(EXERCISE) Scan the records for "graph". Show the matching lines.

(MATERIAL SHOWN)

:::

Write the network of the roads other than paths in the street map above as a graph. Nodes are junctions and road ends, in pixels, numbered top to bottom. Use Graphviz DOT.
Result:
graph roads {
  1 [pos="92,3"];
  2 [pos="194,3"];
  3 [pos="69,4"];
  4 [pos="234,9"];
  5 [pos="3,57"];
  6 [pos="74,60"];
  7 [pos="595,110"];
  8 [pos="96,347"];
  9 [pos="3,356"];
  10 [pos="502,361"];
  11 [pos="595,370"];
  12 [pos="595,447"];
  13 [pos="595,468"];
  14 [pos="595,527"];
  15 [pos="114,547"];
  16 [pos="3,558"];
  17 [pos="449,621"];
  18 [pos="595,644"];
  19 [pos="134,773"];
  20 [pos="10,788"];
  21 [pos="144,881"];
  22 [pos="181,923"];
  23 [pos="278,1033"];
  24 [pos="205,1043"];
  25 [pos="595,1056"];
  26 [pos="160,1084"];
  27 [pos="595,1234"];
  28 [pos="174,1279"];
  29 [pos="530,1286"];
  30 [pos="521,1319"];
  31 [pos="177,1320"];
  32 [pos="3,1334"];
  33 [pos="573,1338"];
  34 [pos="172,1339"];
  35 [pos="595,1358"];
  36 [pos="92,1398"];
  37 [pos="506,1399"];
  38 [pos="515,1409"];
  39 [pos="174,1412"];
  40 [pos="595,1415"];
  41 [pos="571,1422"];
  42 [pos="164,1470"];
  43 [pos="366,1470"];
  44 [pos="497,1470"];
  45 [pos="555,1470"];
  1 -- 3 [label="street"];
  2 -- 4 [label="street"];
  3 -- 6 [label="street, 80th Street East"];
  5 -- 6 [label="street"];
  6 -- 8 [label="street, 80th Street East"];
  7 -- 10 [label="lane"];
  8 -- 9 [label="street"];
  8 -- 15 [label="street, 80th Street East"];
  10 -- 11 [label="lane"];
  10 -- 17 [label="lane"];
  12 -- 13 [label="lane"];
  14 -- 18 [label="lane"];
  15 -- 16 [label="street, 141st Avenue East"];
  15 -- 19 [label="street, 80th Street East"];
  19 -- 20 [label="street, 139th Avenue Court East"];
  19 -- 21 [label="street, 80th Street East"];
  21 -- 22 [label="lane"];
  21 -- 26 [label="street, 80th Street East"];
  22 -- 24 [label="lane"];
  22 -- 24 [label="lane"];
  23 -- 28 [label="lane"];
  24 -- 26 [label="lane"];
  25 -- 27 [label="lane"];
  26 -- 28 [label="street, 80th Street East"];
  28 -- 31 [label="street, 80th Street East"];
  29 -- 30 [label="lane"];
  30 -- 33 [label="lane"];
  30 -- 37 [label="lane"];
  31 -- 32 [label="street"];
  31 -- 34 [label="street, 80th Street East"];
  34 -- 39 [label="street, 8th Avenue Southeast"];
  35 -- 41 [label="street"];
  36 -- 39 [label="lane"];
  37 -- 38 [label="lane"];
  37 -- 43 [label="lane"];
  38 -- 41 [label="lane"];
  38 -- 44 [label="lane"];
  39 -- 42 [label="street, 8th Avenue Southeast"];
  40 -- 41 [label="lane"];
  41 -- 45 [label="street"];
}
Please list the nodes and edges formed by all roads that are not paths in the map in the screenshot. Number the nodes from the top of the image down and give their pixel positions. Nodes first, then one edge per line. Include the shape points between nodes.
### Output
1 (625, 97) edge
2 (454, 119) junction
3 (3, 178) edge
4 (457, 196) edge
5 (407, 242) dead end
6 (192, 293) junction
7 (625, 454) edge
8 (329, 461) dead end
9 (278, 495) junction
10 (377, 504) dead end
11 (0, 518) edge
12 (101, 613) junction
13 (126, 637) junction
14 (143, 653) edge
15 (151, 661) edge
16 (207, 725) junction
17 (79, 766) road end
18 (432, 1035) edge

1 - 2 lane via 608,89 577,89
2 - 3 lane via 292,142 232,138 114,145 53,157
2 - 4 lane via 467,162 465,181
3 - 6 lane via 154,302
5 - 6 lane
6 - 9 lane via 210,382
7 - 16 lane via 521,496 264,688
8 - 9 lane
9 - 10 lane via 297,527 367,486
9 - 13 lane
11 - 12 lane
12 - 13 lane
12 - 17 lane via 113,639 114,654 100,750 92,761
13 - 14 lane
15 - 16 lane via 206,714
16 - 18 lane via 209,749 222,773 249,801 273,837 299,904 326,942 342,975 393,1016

:::

(FINAL ANSWER)
Write the network of the roads other than paths in the street map above as a graph. Nodes are junctions and road ends, in pixels, numbered top to bottom. Use Graphviz DOT.
graph roads {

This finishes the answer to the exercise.